Aile şirketlerinin nasıl yönetilmesi gerektiği neden sokaktaki vatandaşı ilgilendirir? Neden bu şirketlerde, aile arasındaki anlaşmazlıklar basına konu olur? Aile şirketlerinde kurumsallaşma ve yönetimlerindeki profesyonelleşme neden önemlidir?
Nedenleri çok açık; Aile şirketleri dünyanın tüm ekonomilerinin temel direkleridir.
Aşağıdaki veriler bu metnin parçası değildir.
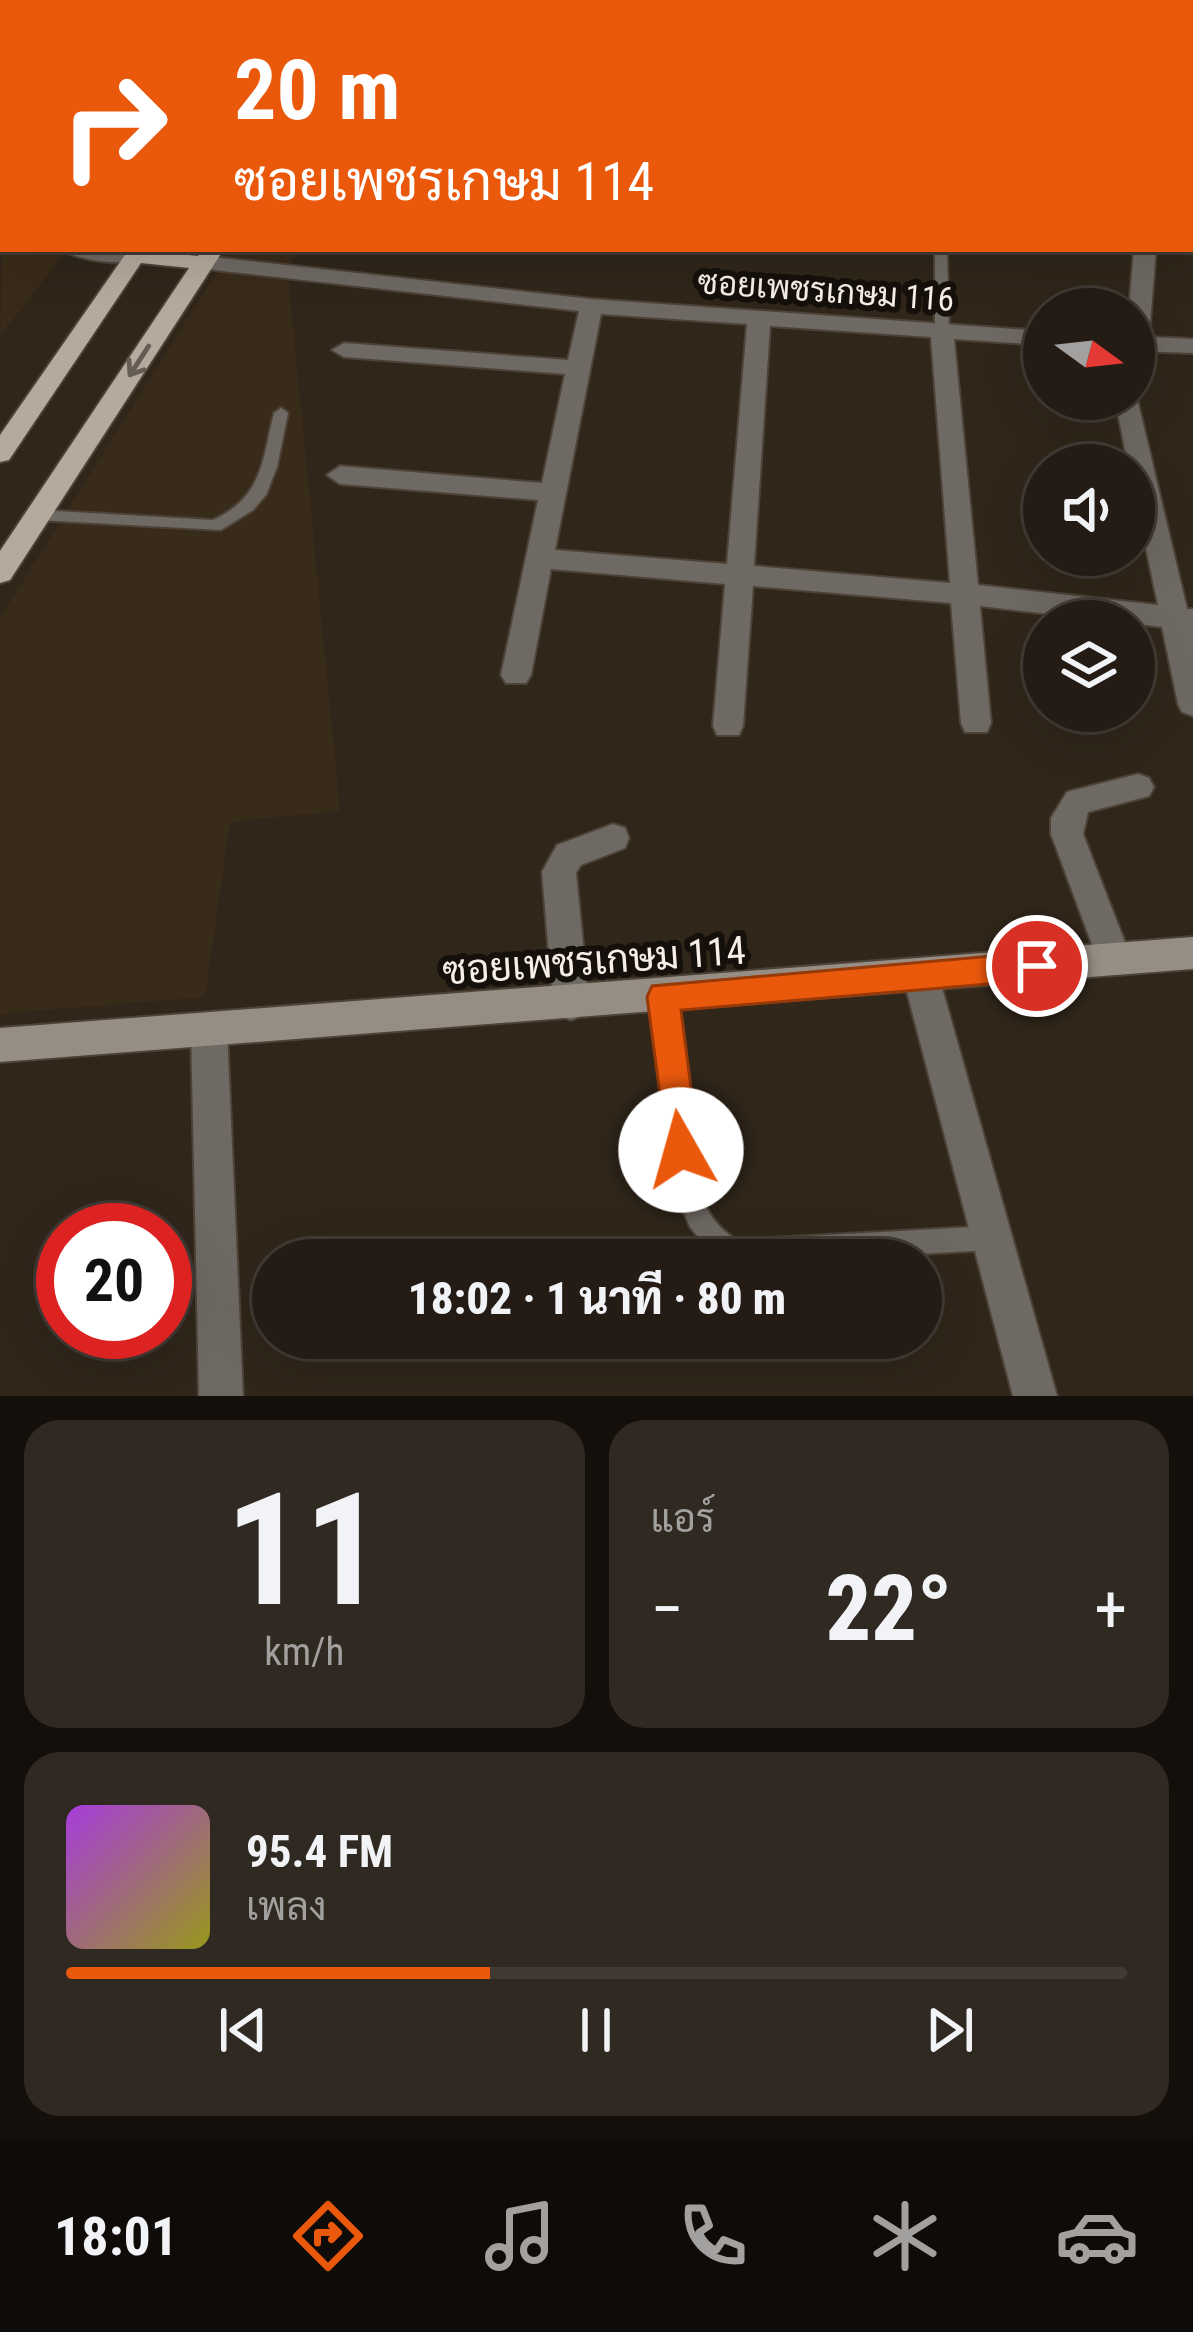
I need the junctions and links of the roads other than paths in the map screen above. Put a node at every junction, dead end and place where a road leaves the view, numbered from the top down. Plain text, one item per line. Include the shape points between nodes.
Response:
1 (137, 252) edge
2 (335, 252) edge
3 (941, 252) edge
4 (1145, 252) edge
5 (208, 256) edge
6 (316, 276) junction
7 (1141, 288) edge
8 (591, 306) junction
9 (759, 318) junction
10 (942, 331) junction
11 (1023, 337) edge
12 (1155, 345) edge
13 (1193, 346) edge
14 (344, 350) dead end
15 (579, 368) junction
16 (280, 412) dead end
17 (1132, 420) edge
18 (0, 454) edge
19 (340, 475) dead end
20 (555, 493) junction
21 (38, 515) junction
22 (540, 558) junction
23 (0, 573) edge
24 (740, 573) junction
25 (964, 594) junction
26 (1184, 620) edge
27 (516, 674) dead end
28 (1193, 704) edge
29 (976, 723) dead end
30 (728, 726) dead end
31 (1138, 787) dead end
32 (613, 838) dead end
33 (1193, 953) edge
34 (1114, 958) junction
35 (921, 977) junction
36 (663, 997) junction
37 (571, 1004) junction
38 (208, 1030) junction
39 (0, 1046) edge
40 (991, 1238) junction
41 (220, 1396) edge
42 (1035, 1396) edge

1 - 5 main road
1 - 18 main road
2 - 6 street
3 - 10 lane
4 - 7 street
5 - 6 street, ซอยเพชรเกษม 116
5 -> 21 main road
6 - 8 street, ซอยเพชรเกษม 116
8 - 9 street, ซอยเพชรเกษม 116
8 - 15 street
9 - 10 street, ซอยเพชรเกษม 116
9 - 24 street
10 - 11 street, ซอยเพชรเกษม 116
10 - 25 street
12 - 13 street
14 - 15 street
15 - 20 street
16 - 21 lane via 259,499 232,520 214,526
17 - 26 street
19 - 20 street
20 - 22 street
21 - 23 main road
22 - 24 street
22 - 27 street
24 - 25 street
24 - 30 street
25 - 26 street
25 - 29 street
26 - 28 street
31 - 34 street via 1078,801 1067,818
32 - 37 street via 569,855 559,872
33 - 34 street, ซอยเพชรเกษม 114
34 - 35 street, ซอยเพชรเกษม 114
35 - 36 street, ซอยเพชรเกษม 114
35 - 40 street
36 - 37 street, ซอยเพชรเกษม 114
36 - 40 lane via 686,1188 710,1240 735,1252
37 - 38 street, ซอยเพชรเกษม 114
38 - 39 street, ซอยเพชรเกษม 114
38 - 41 street
40 - 42 street

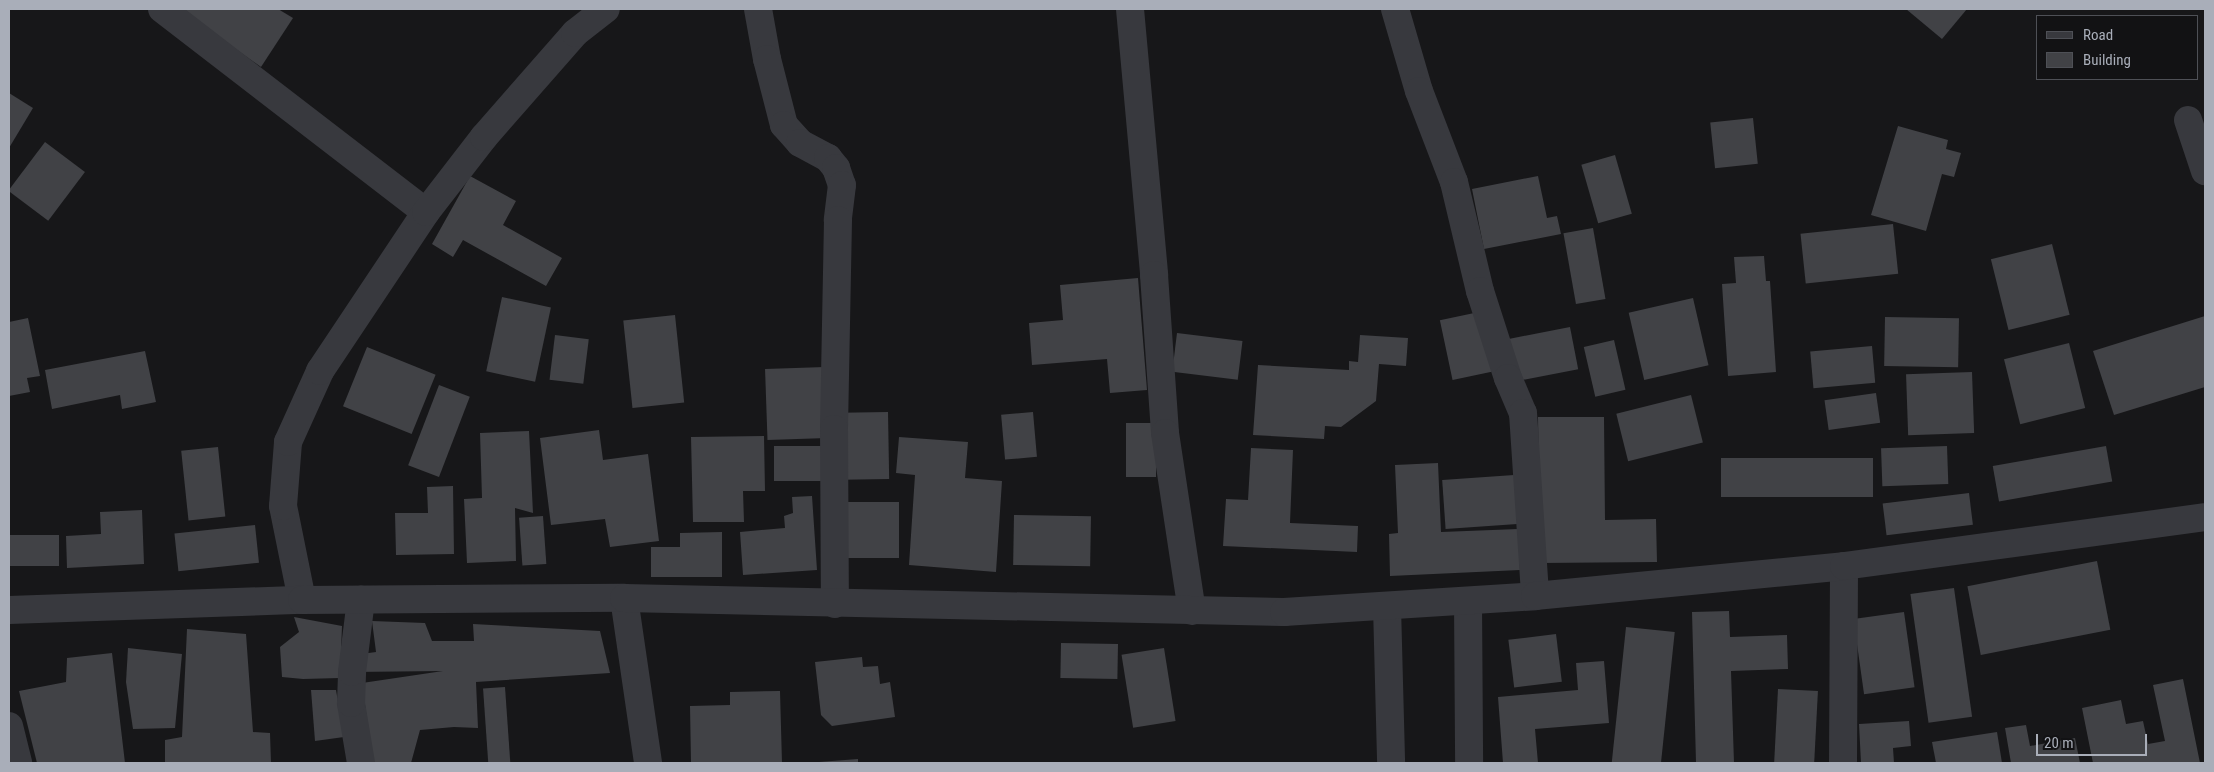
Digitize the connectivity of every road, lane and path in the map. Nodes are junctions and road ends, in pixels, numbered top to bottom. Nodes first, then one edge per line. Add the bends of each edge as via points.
1 (162, 9) edge
2 (606, 9) edge
3 (758, 9) edge
4 (1130, 9) edge
5 (1395, 9) edge
6 (2188, 120) dead end
7 (2205, 171) edge
8 (426, 212) junction
9 (2205, 517) edge
10 (1844, 566) junction
11 (1535, 596) junction
12 (624, 598) junction
13 (302, 600) junction
14 (361, 600) junction
15 (1468, 602) junction
16 (835, 604) junction
17 (1387, 606) junction
18 (9, 610) edge
19 (1192, 611) junction
20 (9, 726) edge
21 (18, 763) edge
22 (361, 763) edge
23 (648, 763) edge
24 (1391, 763) edge
25 (1469, 763) edge
26 (1843, 763) edge

1 - 8 street
2 - 8 street via 575,33 484,137
3 - 16 street via 784,125 800,143 828,158 842,185 838,220 834,419
4 - 19 street via 1165,433
5 - 11 street via 1419,91 1454,182 1480,292 1523,414
6 - 7 street
8 - 13 street via 320,371 288,442 283,506
9 - 10 street
10 - 11 street
10 - 26 street
11 - 15 street
12 - 14 street
12 - 16 street
12 - 23 street
13 - 14 street
13 - 18 street
14 - 22 street via 351,703
15 - 17 street
15 - 25 street
16 - 19 street
17 - 19 street via 1284,612
17 - 24 street
20 - 21 street

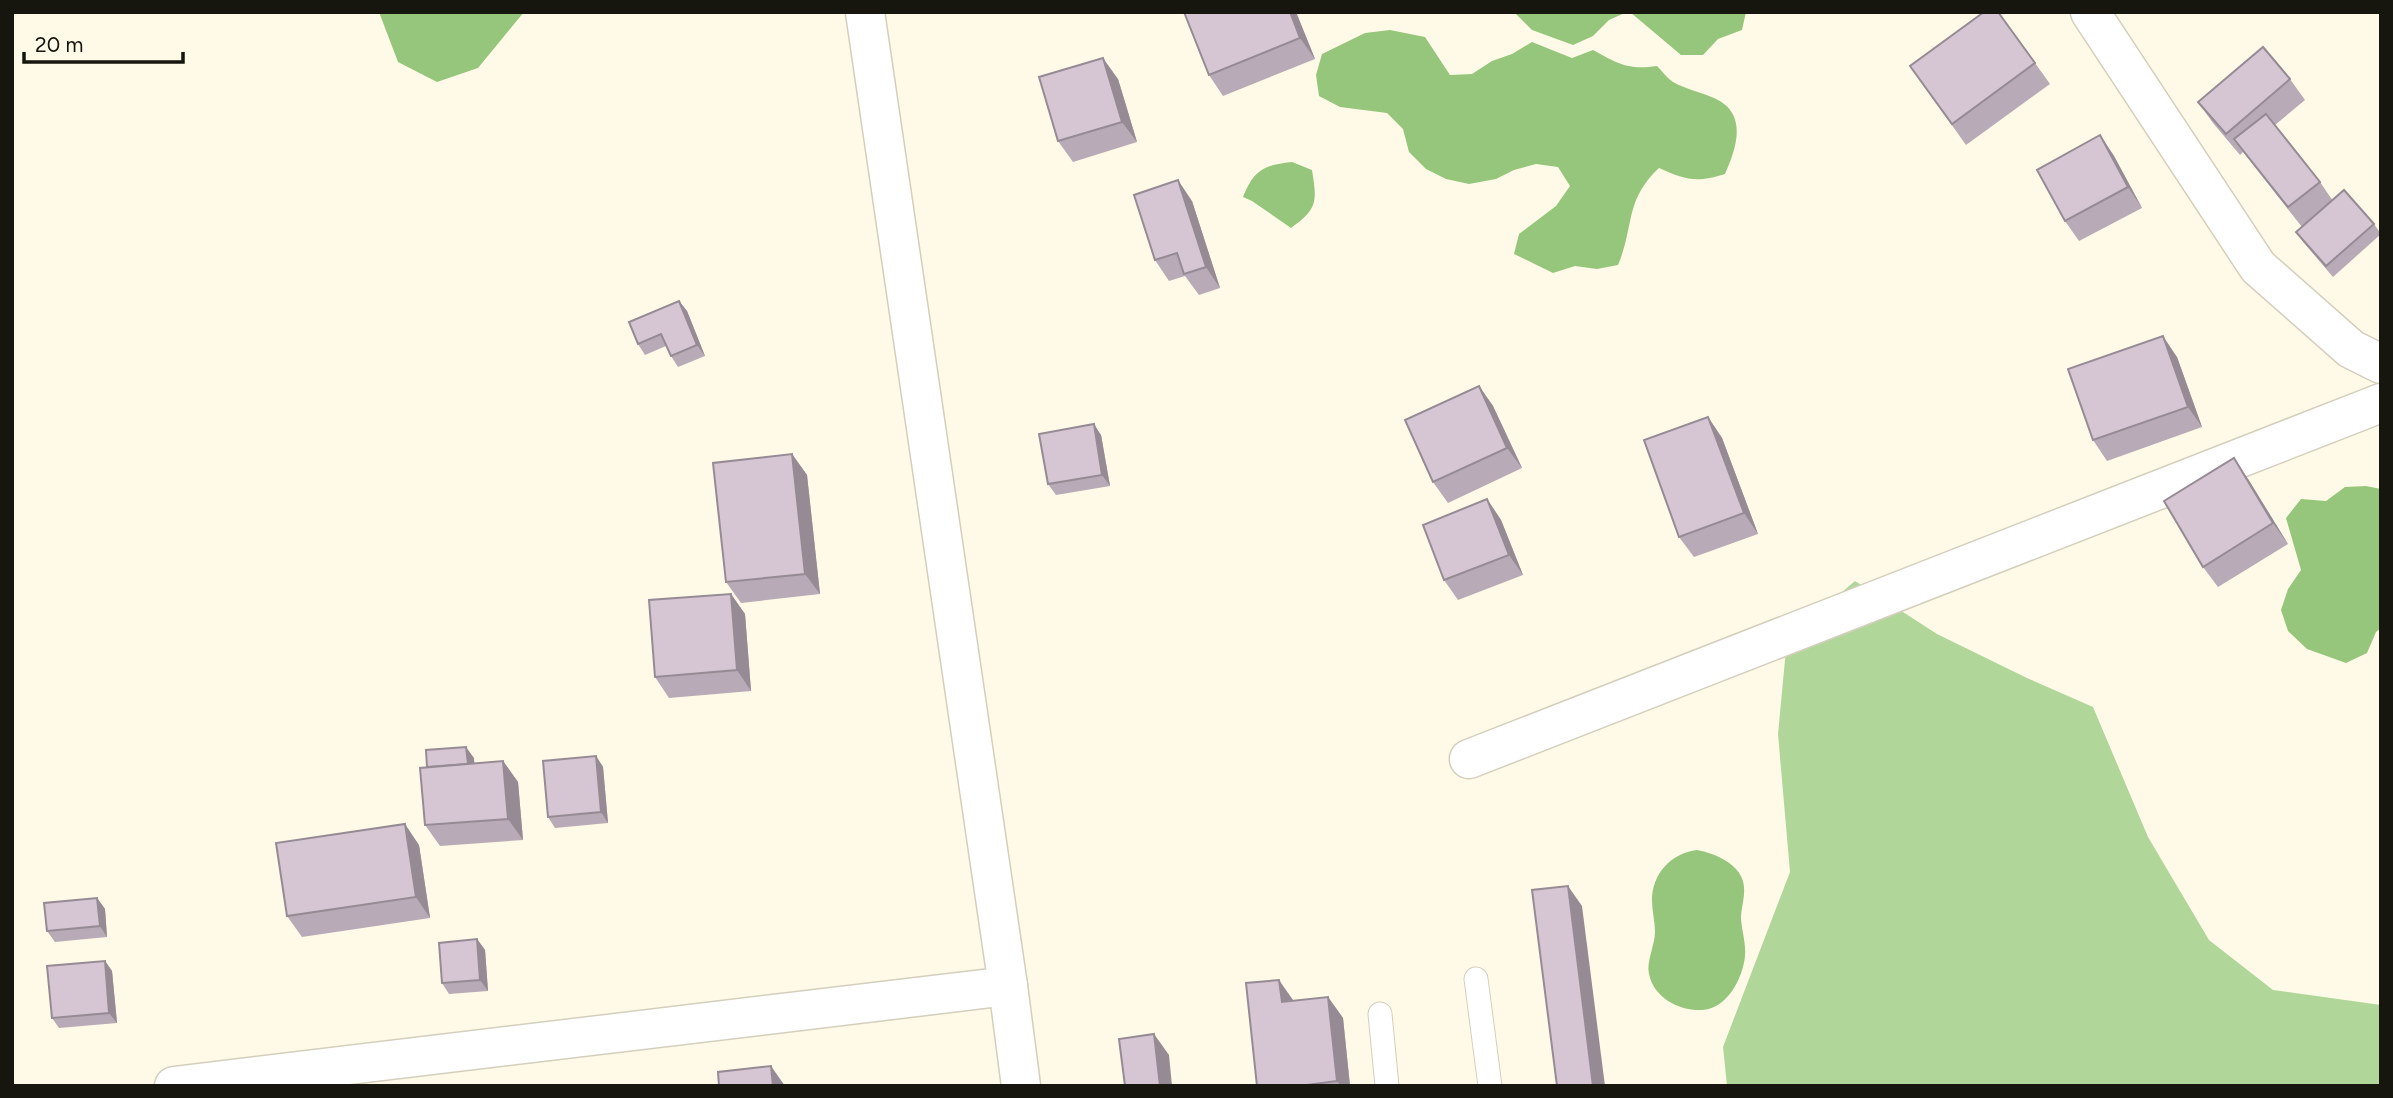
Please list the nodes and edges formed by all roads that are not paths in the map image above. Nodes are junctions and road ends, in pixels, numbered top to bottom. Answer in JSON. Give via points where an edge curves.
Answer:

Dünya ölçeğinde, şirketlerin çoğunluğu aile şirketleri; çalışan nüfusun büyük bölümü de bu şirketlerin çalışanlarıdır.
Aslında Türkiye’de durum çok da farklı değildir; ekonomimize yön veren güçlü Türk şirketlerin çoğu, Koç, Sabancı, Eczacıbaşı gibi aklımıza ilk gelen büyük holdinglerin hemen hepsi, aslında birer aile şirketidirler. Bunlar, halka açık (borsada işlem gören) olmalarına rağmen aile bireylerinin halen yönetiminde yer aldığı şirketlerdir.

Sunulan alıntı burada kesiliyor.